Stored items:
----

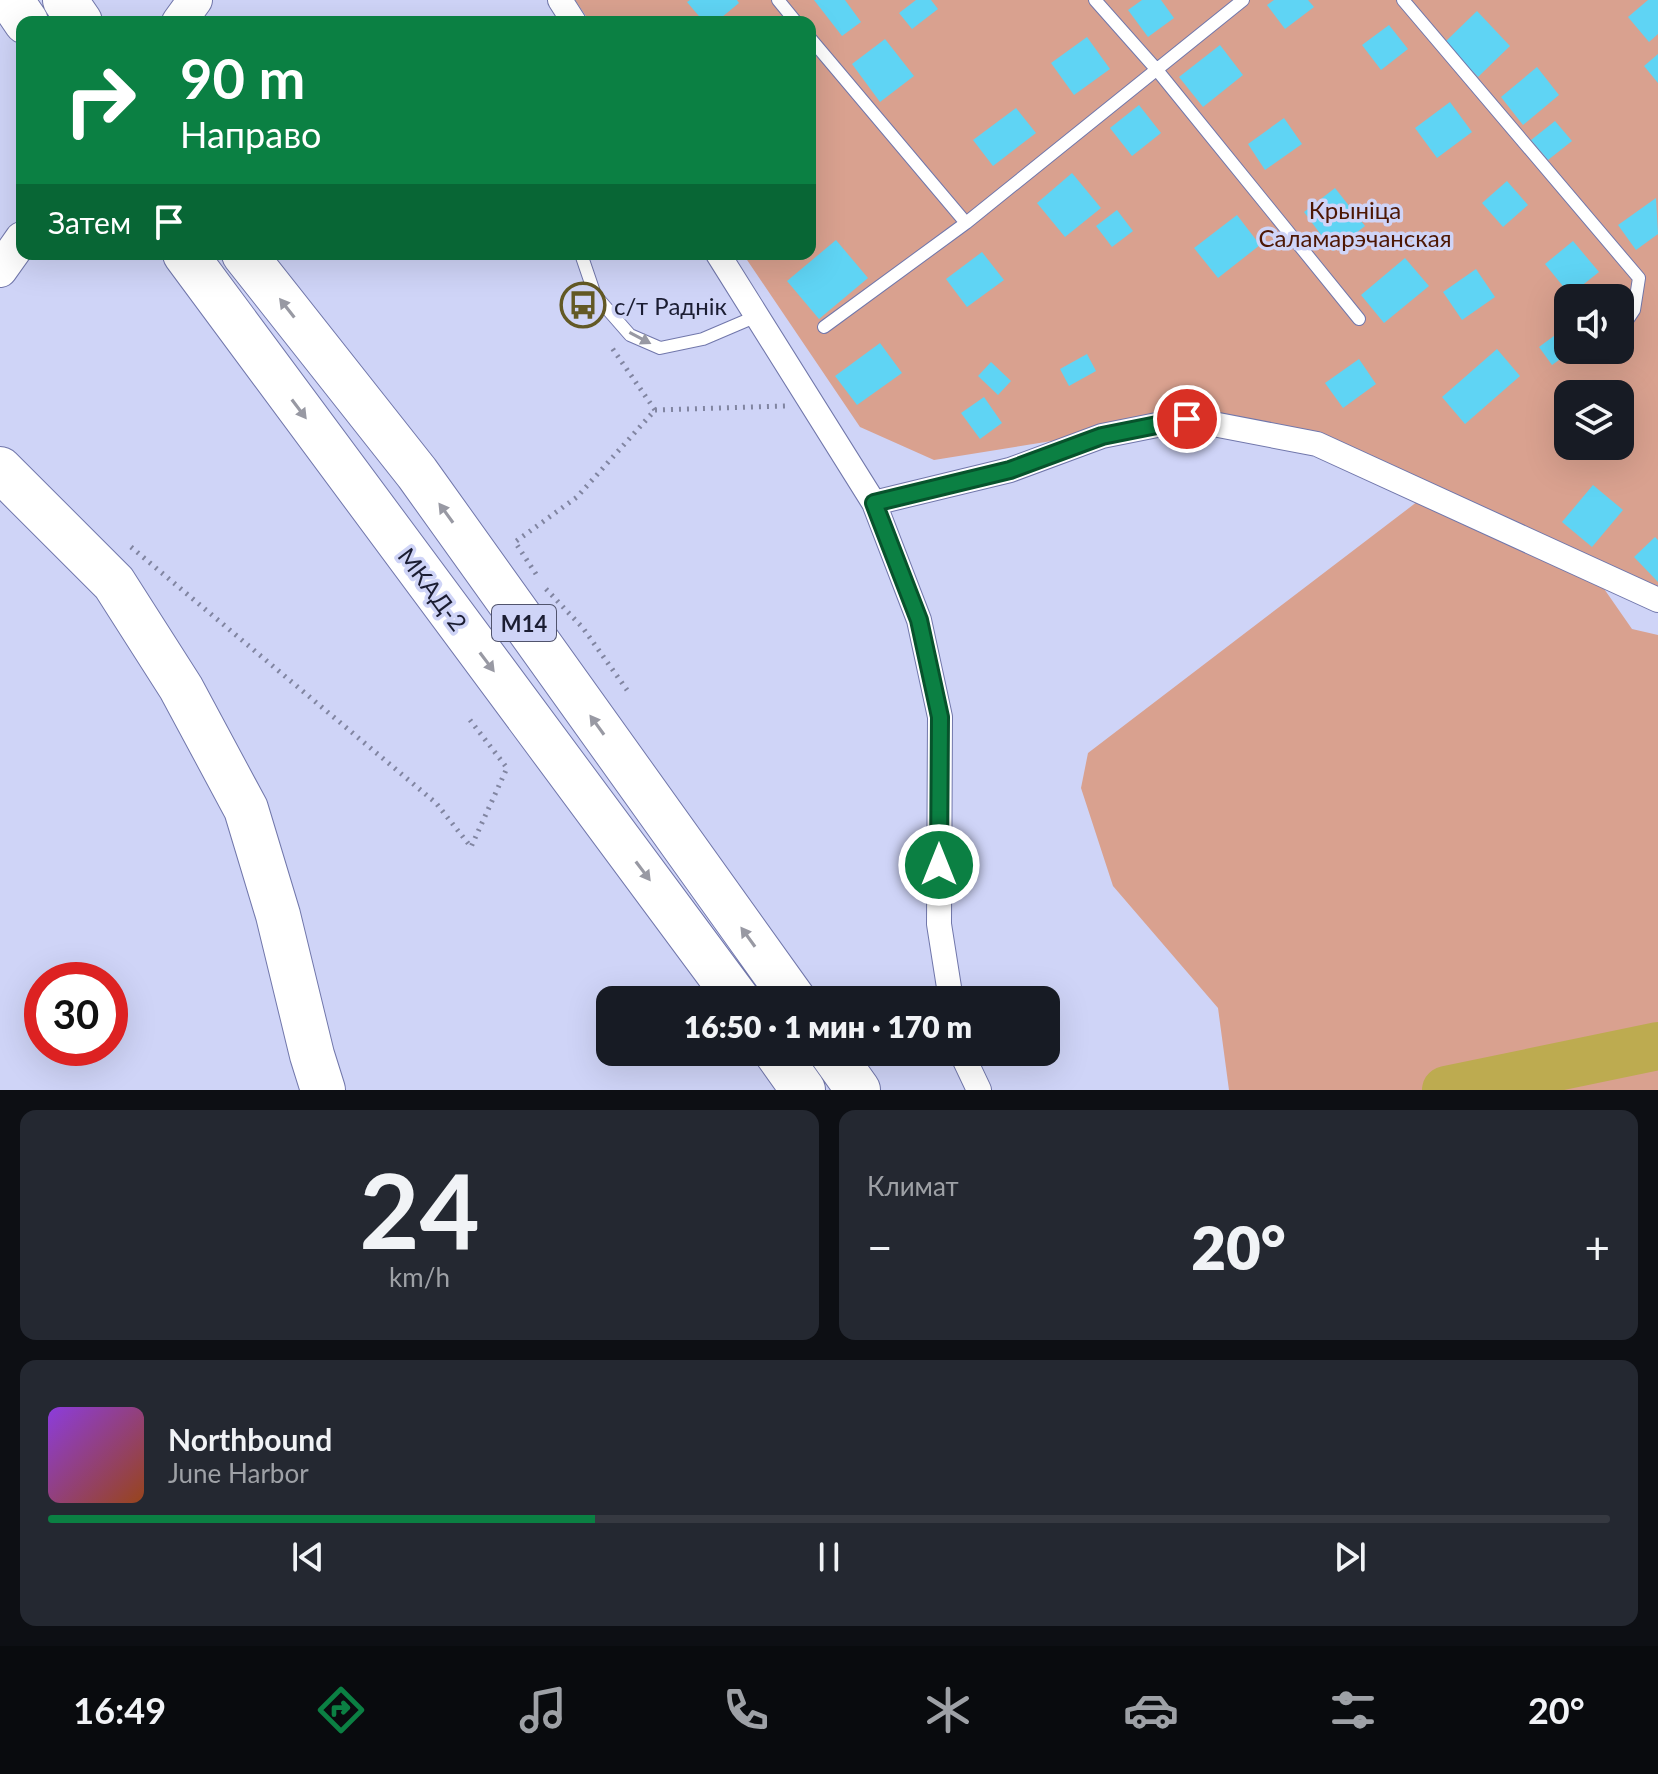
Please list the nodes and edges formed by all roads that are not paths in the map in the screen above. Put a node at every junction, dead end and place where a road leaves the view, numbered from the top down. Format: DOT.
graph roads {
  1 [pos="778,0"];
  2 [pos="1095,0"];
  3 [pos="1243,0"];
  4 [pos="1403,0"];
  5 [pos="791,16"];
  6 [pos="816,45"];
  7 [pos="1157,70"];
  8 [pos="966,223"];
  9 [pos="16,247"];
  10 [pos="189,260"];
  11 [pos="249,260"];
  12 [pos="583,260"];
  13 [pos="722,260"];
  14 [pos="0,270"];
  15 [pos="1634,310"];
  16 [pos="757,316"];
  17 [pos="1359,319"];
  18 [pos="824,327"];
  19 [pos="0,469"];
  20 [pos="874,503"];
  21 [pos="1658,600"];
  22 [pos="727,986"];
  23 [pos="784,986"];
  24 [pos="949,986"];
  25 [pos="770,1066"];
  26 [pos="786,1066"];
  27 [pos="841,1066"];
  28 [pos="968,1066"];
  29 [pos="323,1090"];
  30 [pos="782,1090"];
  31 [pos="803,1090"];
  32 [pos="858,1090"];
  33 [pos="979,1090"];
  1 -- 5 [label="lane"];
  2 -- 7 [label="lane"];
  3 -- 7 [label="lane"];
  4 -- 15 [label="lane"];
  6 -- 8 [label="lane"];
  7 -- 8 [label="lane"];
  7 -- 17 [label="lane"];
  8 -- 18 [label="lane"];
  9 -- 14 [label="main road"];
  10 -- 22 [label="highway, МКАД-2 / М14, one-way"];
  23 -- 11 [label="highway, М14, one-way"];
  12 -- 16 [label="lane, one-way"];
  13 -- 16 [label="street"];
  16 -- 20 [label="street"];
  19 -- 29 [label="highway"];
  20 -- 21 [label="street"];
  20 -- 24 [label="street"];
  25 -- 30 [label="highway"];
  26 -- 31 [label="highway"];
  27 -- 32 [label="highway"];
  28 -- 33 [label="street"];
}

----

Count all lines of the data that include "street". The answer is the number alone.

_Exercise solution_
5